The enthalpy change for a reaction can be calculated using the following equation:
ΔH = ΣnΔHf(products) - ΣmΔHf(reactants)
Where ΔH is the enthalpy change, ΣnΔHf(products) is the sum of the products' enthalpies of formation multiplied by their stoichiometric coefficients, and ΣmΔHf(reactants) is the sum of the reactants' enthalpies of formation multiplied by their stoichiometric coefficients.
In this case, we need to find ΔHf for nitroglycerin, so we rearrange the equation as follows:
ΔH = ΣnΔHf(products) - ΣmΔHf(reactants) ==> ΔH + ΣmΔHf(reactants) = ΣnΔHf(products)

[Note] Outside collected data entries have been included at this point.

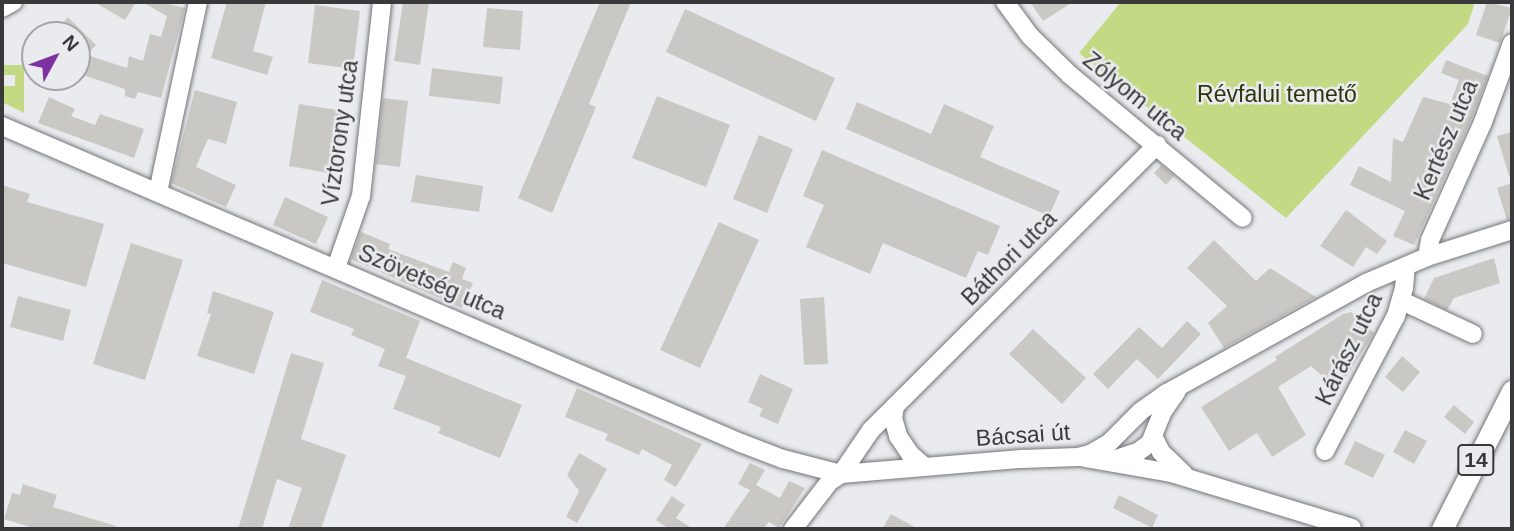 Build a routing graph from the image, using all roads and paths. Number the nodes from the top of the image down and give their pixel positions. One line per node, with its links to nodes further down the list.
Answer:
1 (13, 2): 5 (street)
2 (198, 2): 9 (street)
3 (382, 2): 14 (street, Víztorony utca)
4 (1005, 2): 8 (street, Zólyom utca)
5 (2, 8)
6 (1512, 43): 12 (street, Kertész utca)
7 (3, 128): 9 (street, Szövetség utca)
8 (1157, 145): 10 (street, Zólyom utca); 19 (street, Báthori utca)
9 (158, 192): 14 (street, Szövetség utca)
10 (1243, 218)
11 (1512, 230): 12 (street, Bácsai út)
12 (1427, 257): 13 (street, Bácsai út)
13 (1406, 265): 15 (street, Kárász utca); 17 (street, Bácsai út)
14 (336, 268): 25 (street, Szövetség utca)
15 (1402, 301): 16 (street); 21 (street, Kárász utca)
16 (1473, 334)
17 (1183, 384): 20 (street, Bácsai út); 22 (street, Bácsai út)
18 (1512, 391): 29 (main road, 14)
19 (895, 406): 24 (street); 25 (street, Báthori utca)
20 (1154, 438): 23 (street); 26 (street)
21 (1325, 451)
22 (1078, 457): 23 (street); 24 (street, Bácsai út)
23 (1109, 460): 26 (street)
24 (924, 466): 25 (street, Bácsai út)
25 (841, 474): 28 (street, Báthori utca)
26 (1189, 479): 27 (street)
27 (1346, 528)
28 (793, 529)
29 (1442, 529) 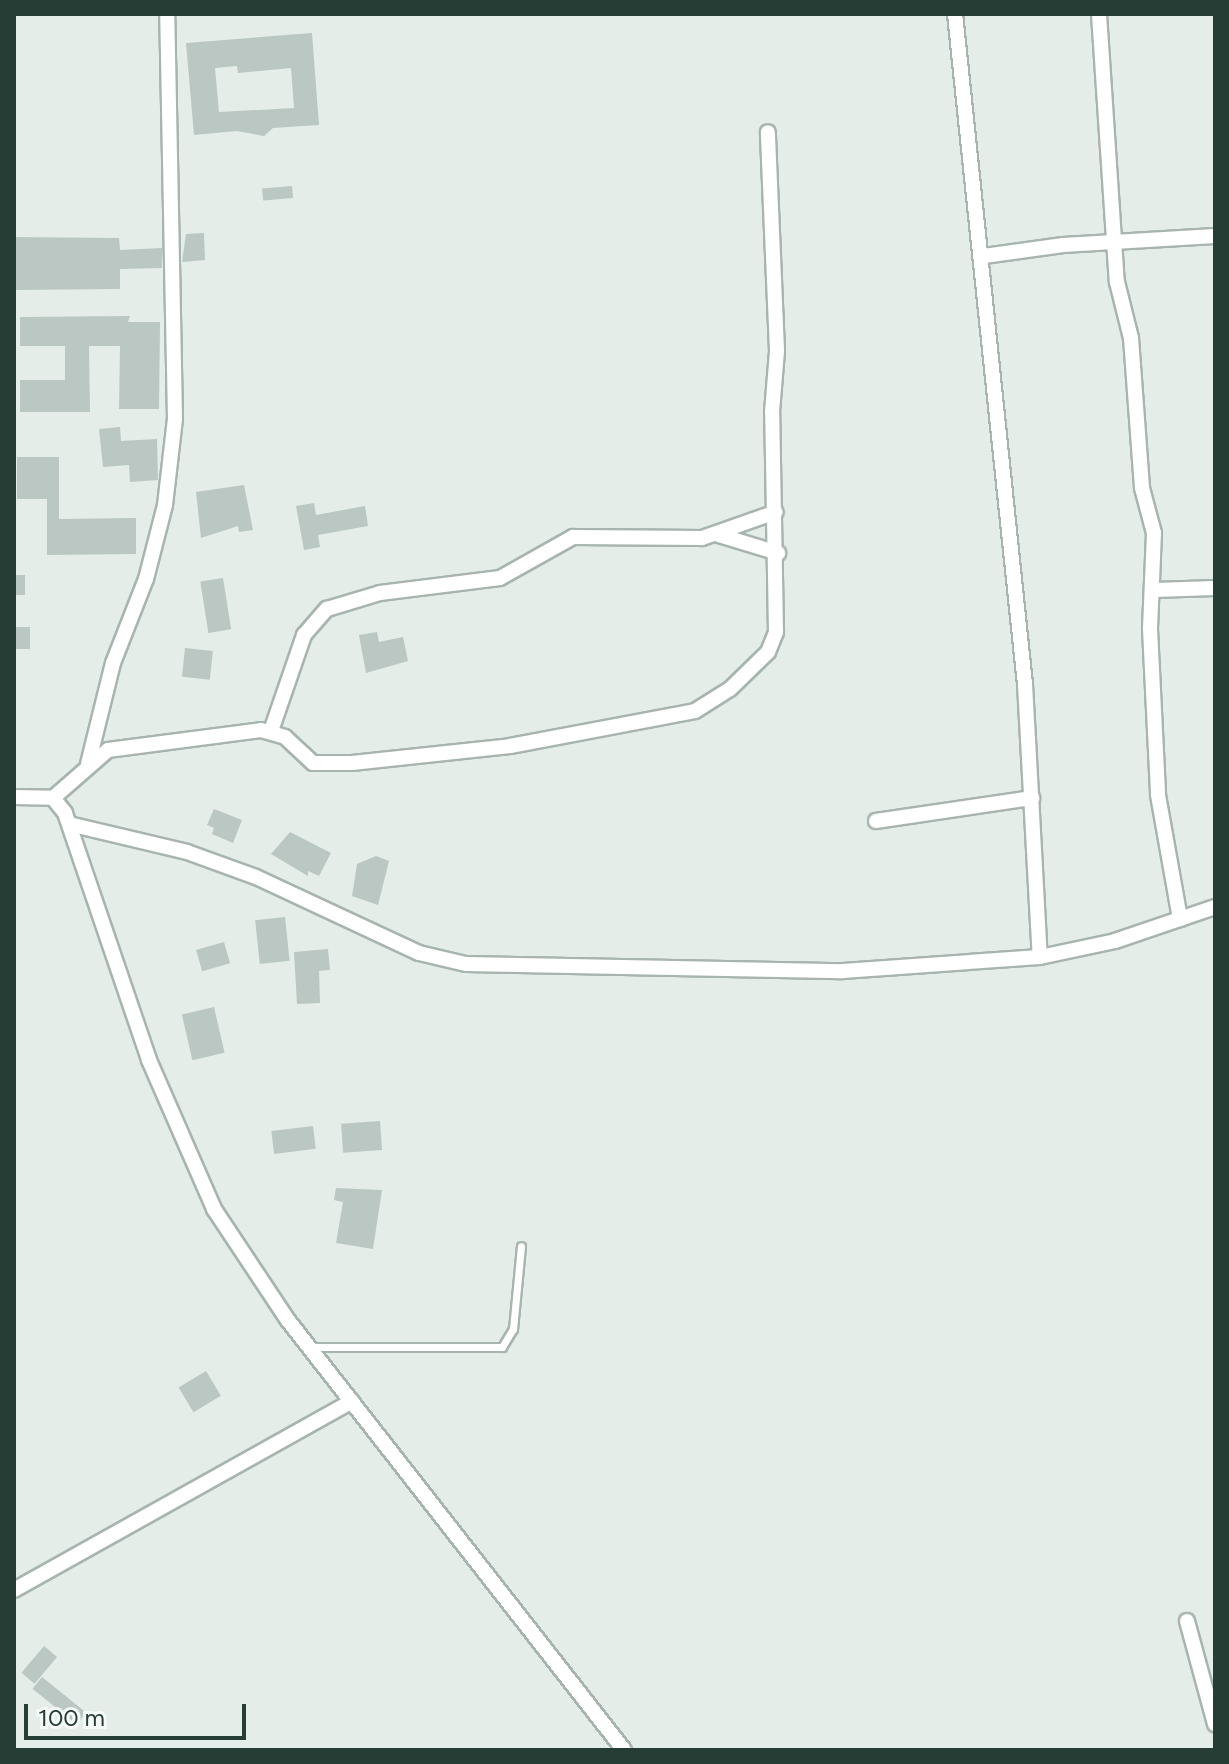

Now let's calculate ΔH using the given values of the enthalpy change and the enthalpies of formation of the other substances involved:
Given:
Amount of heat evolved (ΔH) = 15.1 kJ
Enthalpy of formation for products:
ΔHf(CO2) = -393.5 kJ/mol
ΔHf(H2O) = -285.8 kJ/mol
ΔHf(N2) = 0 kJ/mol
ΔHf(O2) = 0 kJ/mol
The stoichiometric coefficients for the products are:
CO2: 6
H2O: 5
N2: 3
O2: 1/2
The stoichiometric coefficients for nitroglycerin in the equation are:
C3H5(NO3)3: 2
Now, substitute the given values into the equation and solve for ΔHf for nitroglycerin:
ΔH + (2ΔHf(C3H5(NO3)3)) = (6ΔHf(CO2)) + (5ΔHf(H2O)) + (3ΔHf(N2)) + (1/2ΔHf(O2))
15.1 kJ + (2ΔHf(C3H5(NO3)3)) = (6 * -393.5 kJ/mol) + (5 * -285.8 kJ/mol) + (3 * 0 kJ/mol) + (1/2 * 0 kJ/mol)
15.1 kJ + (2ΔHf(C3H5(NO3)3)) = -2361 kJ/mol - 1429 kJ/mol
15.1 kJ + (2ΔHf(C3H5(NO3)3)) = -3790 kJ/mol
Now, solve for ΔHf(C3H5(NO3)3):
2ΔHf(C3H5(NO3)3) = -3790 kJ/mol - 15.1 kJ
2ΔHf(C3H5(NO3)3) = -3805.1 kJ/mol
ΔHf(C3H5(NO3)3) = -1902.5 kJ/mol
Therefore, the enthalpy of formation for nitroglycerin (C3H5(NO3)3) is approximately -1902.5 kJ/mol.